All the data should be repeated exactly. Any image in it is left out.

<<<<

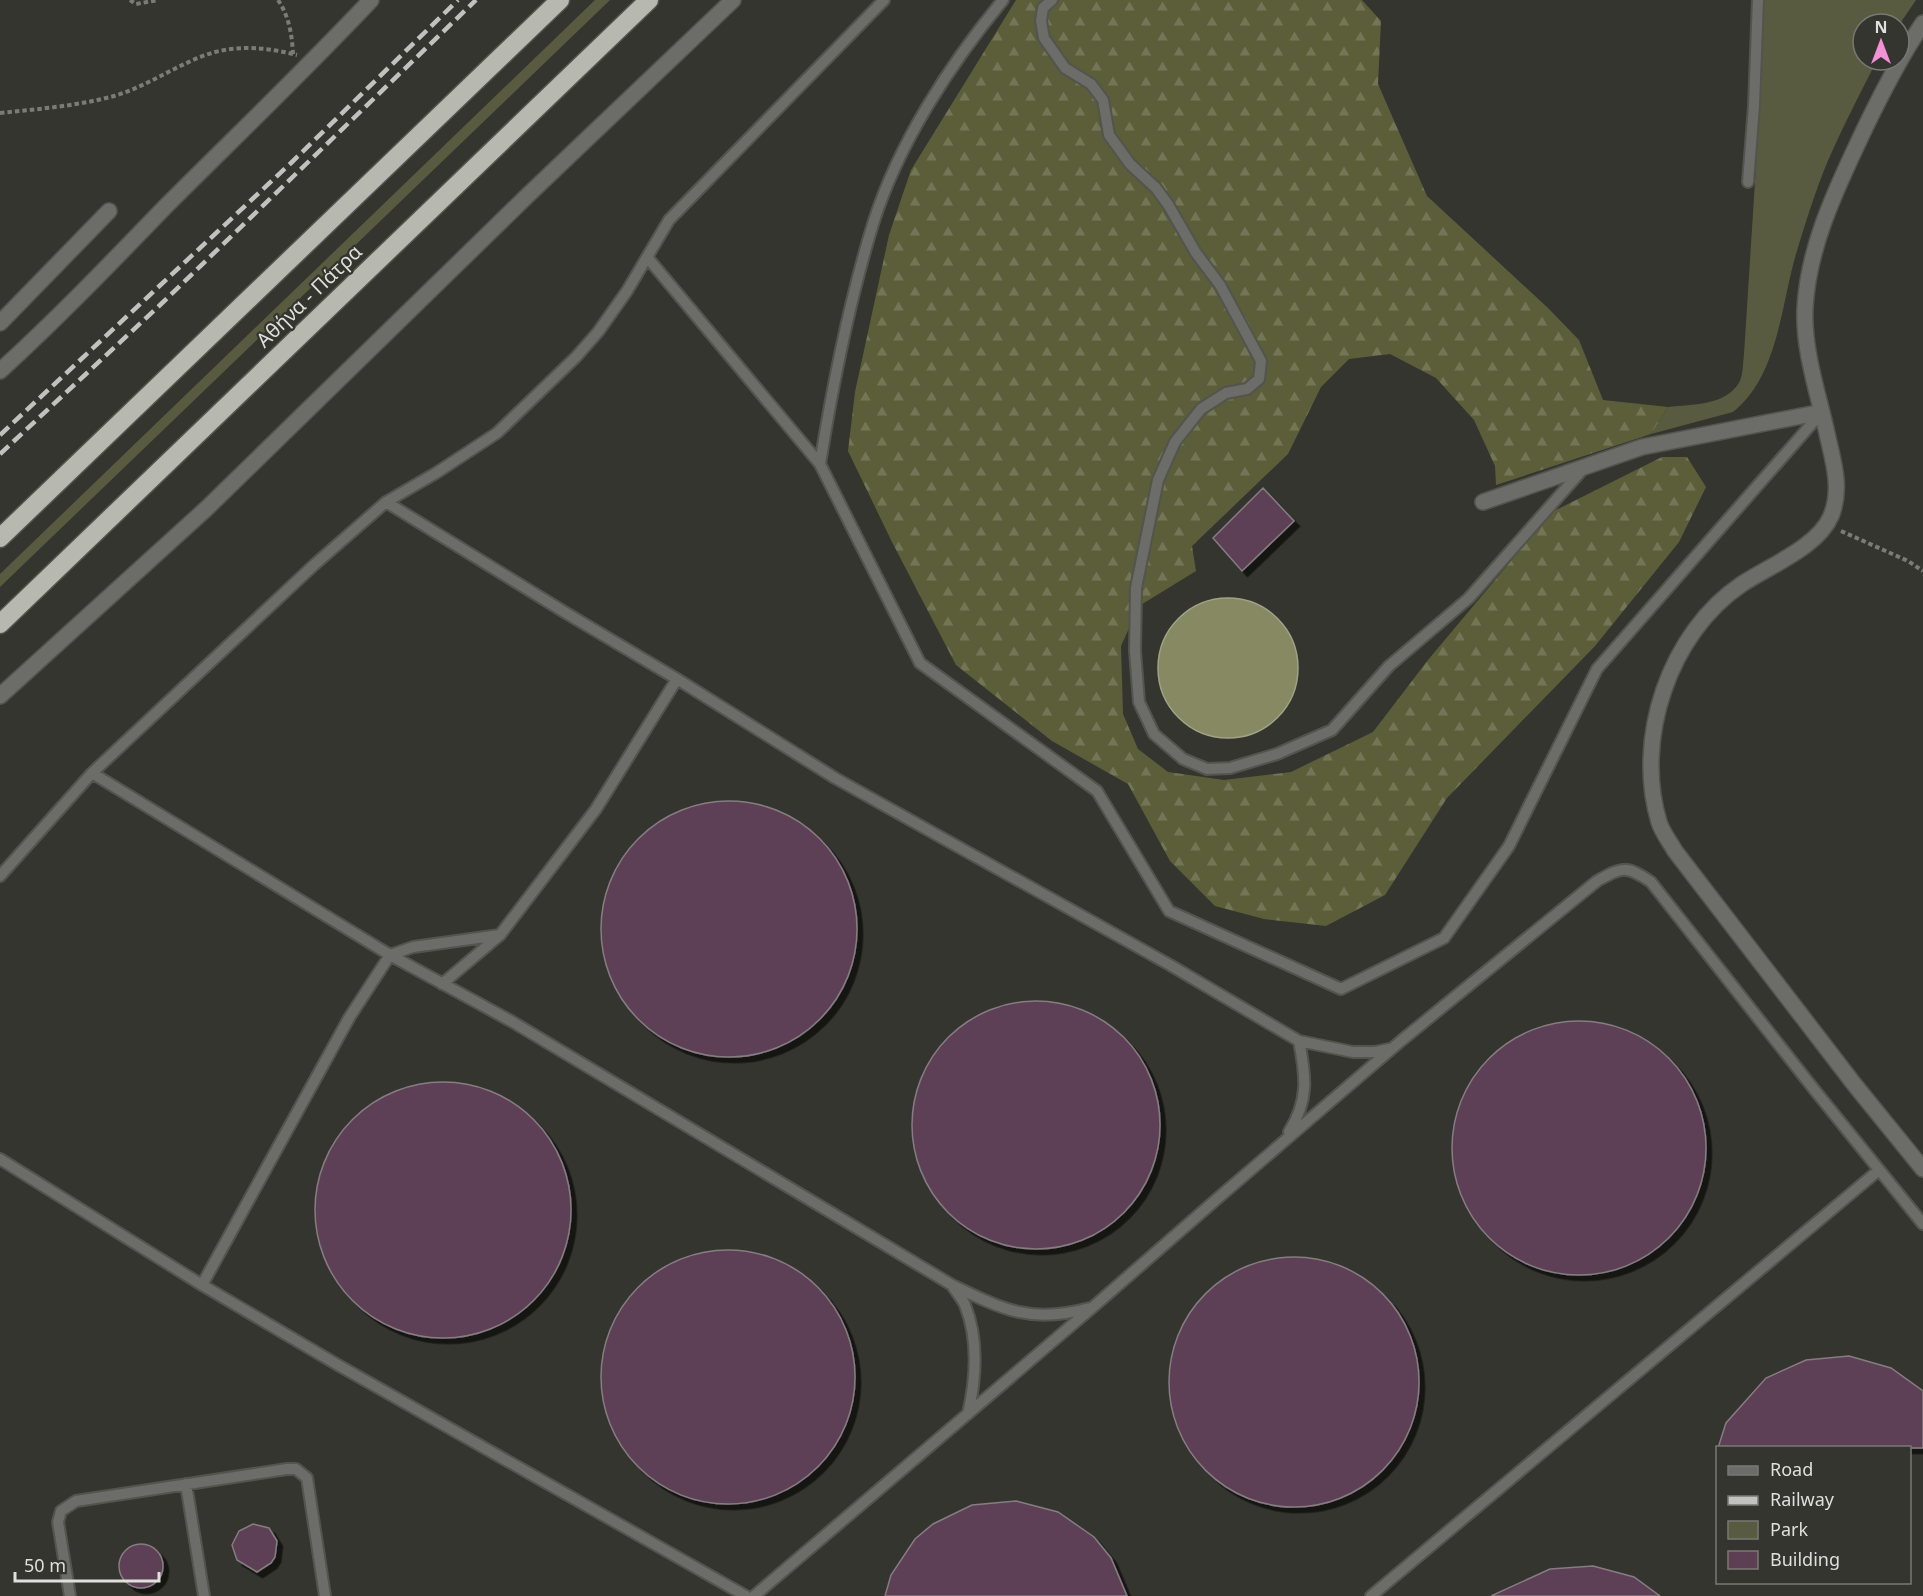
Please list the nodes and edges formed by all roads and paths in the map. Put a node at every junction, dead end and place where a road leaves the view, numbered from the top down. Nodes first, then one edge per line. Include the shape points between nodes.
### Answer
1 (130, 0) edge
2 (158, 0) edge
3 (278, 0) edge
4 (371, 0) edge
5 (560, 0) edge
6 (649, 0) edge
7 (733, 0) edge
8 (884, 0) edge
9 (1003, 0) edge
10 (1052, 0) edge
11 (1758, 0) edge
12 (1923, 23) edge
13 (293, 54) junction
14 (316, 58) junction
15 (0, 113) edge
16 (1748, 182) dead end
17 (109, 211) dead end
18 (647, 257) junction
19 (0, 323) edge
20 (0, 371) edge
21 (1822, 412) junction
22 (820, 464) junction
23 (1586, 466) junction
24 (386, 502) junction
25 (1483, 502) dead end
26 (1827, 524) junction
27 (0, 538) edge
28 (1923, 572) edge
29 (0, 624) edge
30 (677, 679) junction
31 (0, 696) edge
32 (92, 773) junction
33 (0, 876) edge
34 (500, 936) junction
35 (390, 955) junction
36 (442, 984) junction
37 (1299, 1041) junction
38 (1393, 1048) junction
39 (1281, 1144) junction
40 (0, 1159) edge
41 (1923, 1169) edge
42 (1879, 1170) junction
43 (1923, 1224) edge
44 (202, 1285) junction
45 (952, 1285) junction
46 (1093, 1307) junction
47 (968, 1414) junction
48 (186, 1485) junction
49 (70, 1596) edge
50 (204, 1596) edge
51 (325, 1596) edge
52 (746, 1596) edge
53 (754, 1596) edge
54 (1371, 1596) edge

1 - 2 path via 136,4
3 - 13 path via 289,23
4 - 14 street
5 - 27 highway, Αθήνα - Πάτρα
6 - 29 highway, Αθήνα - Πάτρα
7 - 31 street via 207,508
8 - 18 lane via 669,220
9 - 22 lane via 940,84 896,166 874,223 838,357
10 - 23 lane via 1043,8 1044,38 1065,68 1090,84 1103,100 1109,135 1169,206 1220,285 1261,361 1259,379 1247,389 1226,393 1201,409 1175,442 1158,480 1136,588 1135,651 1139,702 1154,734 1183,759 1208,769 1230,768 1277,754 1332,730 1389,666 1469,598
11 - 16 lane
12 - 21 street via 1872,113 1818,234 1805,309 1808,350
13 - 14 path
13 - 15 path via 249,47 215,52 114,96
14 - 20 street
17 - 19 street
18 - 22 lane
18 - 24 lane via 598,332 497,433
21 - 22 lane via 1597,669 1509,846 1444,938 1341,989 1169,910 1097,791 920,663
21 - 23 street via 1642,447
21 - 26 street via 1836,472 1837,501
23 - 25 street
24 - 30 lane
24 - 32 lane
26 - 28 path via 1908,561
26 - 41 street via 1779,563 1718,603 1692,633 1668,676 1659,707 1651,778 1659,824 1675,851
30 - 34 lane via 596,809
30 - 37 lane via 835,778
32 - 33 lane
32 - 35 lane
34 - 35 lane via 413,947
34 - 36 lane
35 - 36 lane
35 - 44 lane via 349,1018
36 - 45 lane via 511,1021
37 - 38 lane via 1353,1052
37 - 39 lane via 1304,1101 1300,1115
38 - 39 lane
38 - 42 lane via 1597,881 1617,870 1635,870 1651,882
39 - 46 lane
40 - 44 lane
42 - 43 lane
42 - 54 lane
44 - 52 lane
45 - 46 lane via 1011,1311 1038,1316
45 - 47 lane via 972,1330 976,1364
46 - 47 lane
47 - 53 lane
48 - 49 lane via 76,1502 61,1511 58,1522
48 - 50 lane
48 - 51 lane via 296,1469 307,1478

>>>>

Solution to this exercise:
Please list the nodes and edges formed by all roads and paths in the map. Put a node at every junction, dead end and place where a road leaves the view, numbered from the top down. Nodes first, then one edge per line. Include the shape points between nodes.
### Answer
1 (130, 0) edge
2 (158, 0) edge
3 (278, 0) edge
4 (371, 0) edge
5 (560, 0) edge
6 (649, 0) edge
7 (733, 0) edge
8 (884, 0) edge
9 (1003, 0) edge
10 (1052, 0) edge
11 (1758, 0) edge
12 (1923, 23) edge
13 (293, 54) junction
14 (316, 58) junction
15 (0, 113) edge
16 (1748, 182) dead end
17 (109, 211) dead end
18 (647, 257) junction
19 (0, 323) edge
20 (0, 371) edge
21 (1822, 412) junction
22 (820, 464) junction
23 (1586, 466) junction
24 (386, 502) junction
25 (1483, 502) dead end
26 (1827, 524) junction
27 (0, 538) edge
28 (1923, 572) edge
29 (0, 624) edge
30 (677, 679) junction
31 (0, 696) edge
32 (92, 773) junction
33 (0, 876) edge
34 (500, 936) junction
35 (390, 955) junction
36 (442, 984) junction
37 (1299, 1041) junction
38 (1393, 1048) junction
39 (1281, 1144) junction
40 (0, 1159) edge
41 (1923, 1169) edge
42 (1879, 1170) junction
43 (1923, 1224) edge
44 (202, 1285) junction
45 (952, 1285) junction
46 (1093, 1307) junction
47 (968, 1414) junction
48 (186, 1485) junction
49 (70, 1596) edge
50 (204, 1596) edge
51 (325, 1596) edge
52 (746, 1596) edge
53 (754, 1596) edge
54 (1371, 1596) edge

1 - 2 path via 136,4
3 - 13 path via 289,23
4 - 14 street
5 - 27 highway, Αθήνα - Πάτρα
6 - 29 highway, Αθήνα - Πάτρα
7 - 31 street via 207,508
8 - 18 lane via 669,220
9 - 22 lane via 940,84 896,166 874,223 838,357
10 - 23 lane via 1043,8 1044,38 1065,68 1090,84 1103,100 1109,135 1169,206 1220,285 1261,361 1259,379 1247,389 1226,393 1201,409 1175,442 1158,480 1136,588 1135,651 1139,702 1154,734 1183,759 1208,769 1230,768 1277,754 1332,730 1389,666 1469,598
11 - 16 lane
12 - 21 street via 1872,113 1818,234 1805,309 1808,350
13 - 14 path
13 - 15 path via 249,47 215,52 114,96
14 - 20 street
17 - 19 street
18 - 22 lane
18 - 24 lane via 598,332 497,433
21 - 22 lane via 1597,669 1509,846 1444,938 1341,989 1169,910 1097,791 920,663
21 - 23 street via 1642,447
21 - 26 street via 1836,472 1837,501
23 - 25 street
24 - 30 lane
24 - 32 lane
26 - 28 path via 1908,561
26 - 41 street via 1779,563 1718,603 1692,633 1668,676 1659,707 1651,778 1659,824 1675,851
30 - 34 lane via 596,809
30 - 37 lane via 835,778
32 - 33 lane
32 - 35 lane
34 - 35 lane via 413,947
34 - 36 lane
35 - 36 lane
35 - 44 lane via 349,1018
36 - 45 lane via 511,1021
37 - 38 lane via 1353,1052
37 - 39 lane via 1304,1101 1300,1115
38 - 39 lane
38 - 42 lane via 1597,881 1617,870 1635,870 1651,882
39 - 46 lane
40 - 44 lane
42 - 43 lane
42 - 54 lane
44 - 52 lane
45 - 46 lane via 1011,1311 1038,1316
45 - 47 lane via 972,1330 976,1364
46 - 47 lane
47 - 53 lane
48 - 49 lane via 76,1502 61,1511 58,1522
48 - 50 lane
48 - 51 lane via 296,1469 307,1478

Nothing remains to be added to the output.